All depends on the view of the majority Shiites led by Grand Ayatollah Ali Al-Sistani. There have already been Shiite demonstrations demanding early elections. There is clearly popular impatience with the delays in clarifying the future political shape of Iraq. As the majority, some Shiites believe that the sooner they can express themselves at the ballot box, the better. It must be hoped that wiser counsels will prevail. The new Iraq must embrace all Iraqis in a way that Saddam’s Iraq did not. As Shiite leaders have warned, there should be no payback for the period in which the Sunni minority was dominant. An Iraq that ignores any part of its religious and ethnic makeup is going to be a divided state.

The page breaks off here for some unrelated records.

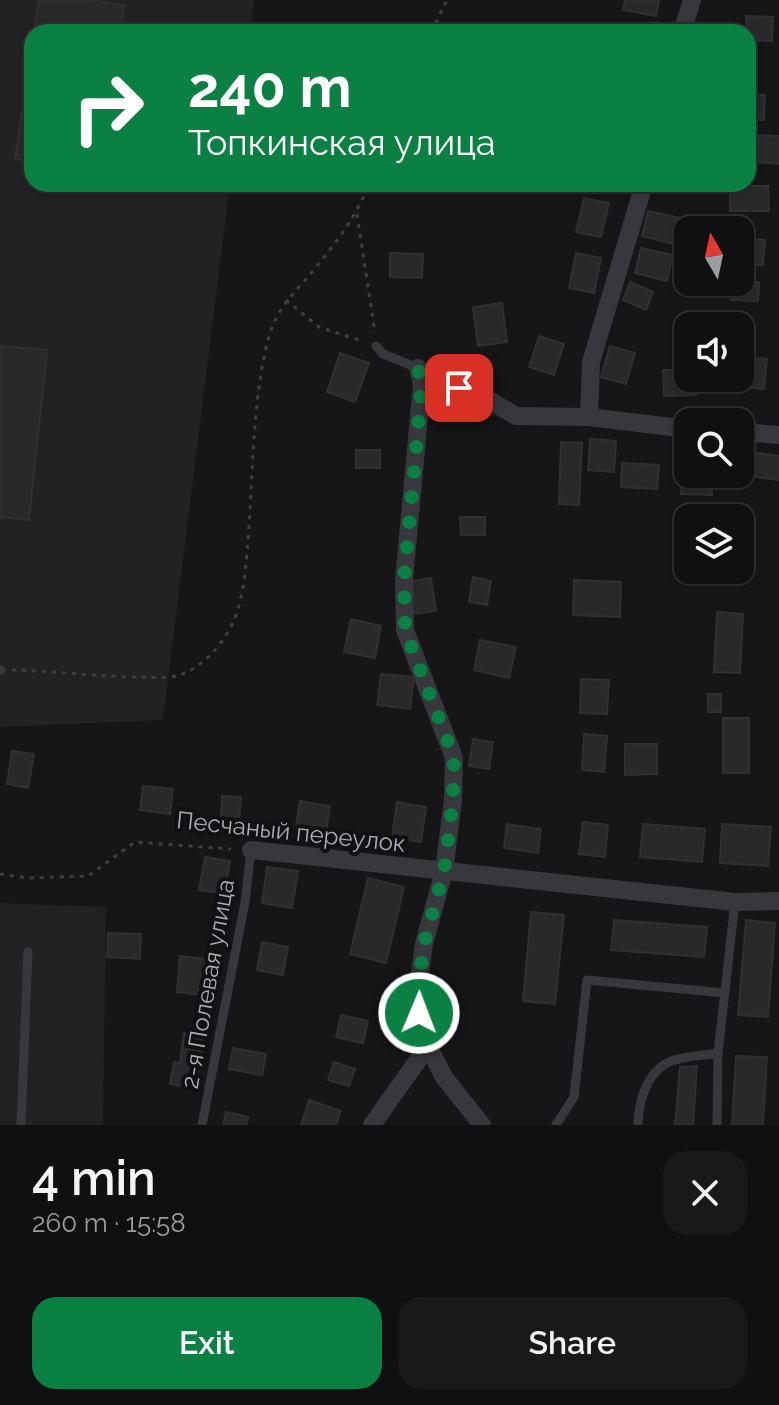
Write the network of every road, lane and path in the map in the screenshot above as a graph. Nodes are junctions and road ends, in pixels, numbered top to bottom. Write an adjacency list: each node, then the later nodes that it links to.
1 (447, 0): 3 (path)
2 (692, 0): 4 (street)
3 (435, 24)
4 (684, 24)
5 (366, 192): 7 (path)
6 (642, 192): 12 (street)
7 (357, 212): 8 (path); 9 (path)
8 (286, 300): 9 (path); 16 (path)
9 (376, 346): 10 (lane)
10 (418, 368): 11 (path); 18 (street)
11 (484, 397): 12 (street)
12 (589, 417): 13 (street)
13 (674, 427)
14 (754, 433): 15 (street)
15 (779, 435)
16 (0, 670)
17 (251, 850): 18 (street, Песчаный переулок); 19 (path, Песчаный переулок); 27 (lane, 2-я Полевая улица)
18 (444, 871): 21 (street, Песчаный переулок); 24 (street)
19 (0, 874)
20 (779, 901): 21 (street, Песчаный переулок)
21 (735, 902): 23 (lane)
22 (28, 952): 26 (lane)
23 (725, 993): 25 (lane); 30 (lane)
24 (428, 1046): 28 (street); 29 (street)
25 (718, 1053): 31 (lane); 32 (lane)
26 (21, 1125)
27 (202, 1125)
28 (372, 1125)
29 (482, 1125)
30 (556, 1125)
31 (638, 1125)
32 (717, 1125)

The questions now are threefold: Can a new constitution be ready for elections rescheduled to 2005? Meanwhile, can the interim administration continue to work successfully to build a pluralist society? And will the Iraqi and coalition forces be able to master the security situation to allow sufficient stability for elections to take place finally in 21 months’ time?

The insurgents will do all they can to sabotage every stage of the process. A key aim will be to provoke Shiite anger and impatience by kindling strife between Sunni and Shiites. Further political assassinations will be designed to undermine faith in the interim administration and humiliate the coalition security forces. As Iraq struggles to create a representative democracy, it poses an easy target for the men of violence.

One or two well-targeted outrages could provoke substantial fury. The insurgents could then sit back and let the resultant chaos do much of their work for them. The already rising tide of Shiite recrimination against the US could turn to armed opposition. The prospect of a premature coalition pullout and the resulting civil strife are too horrible to consider.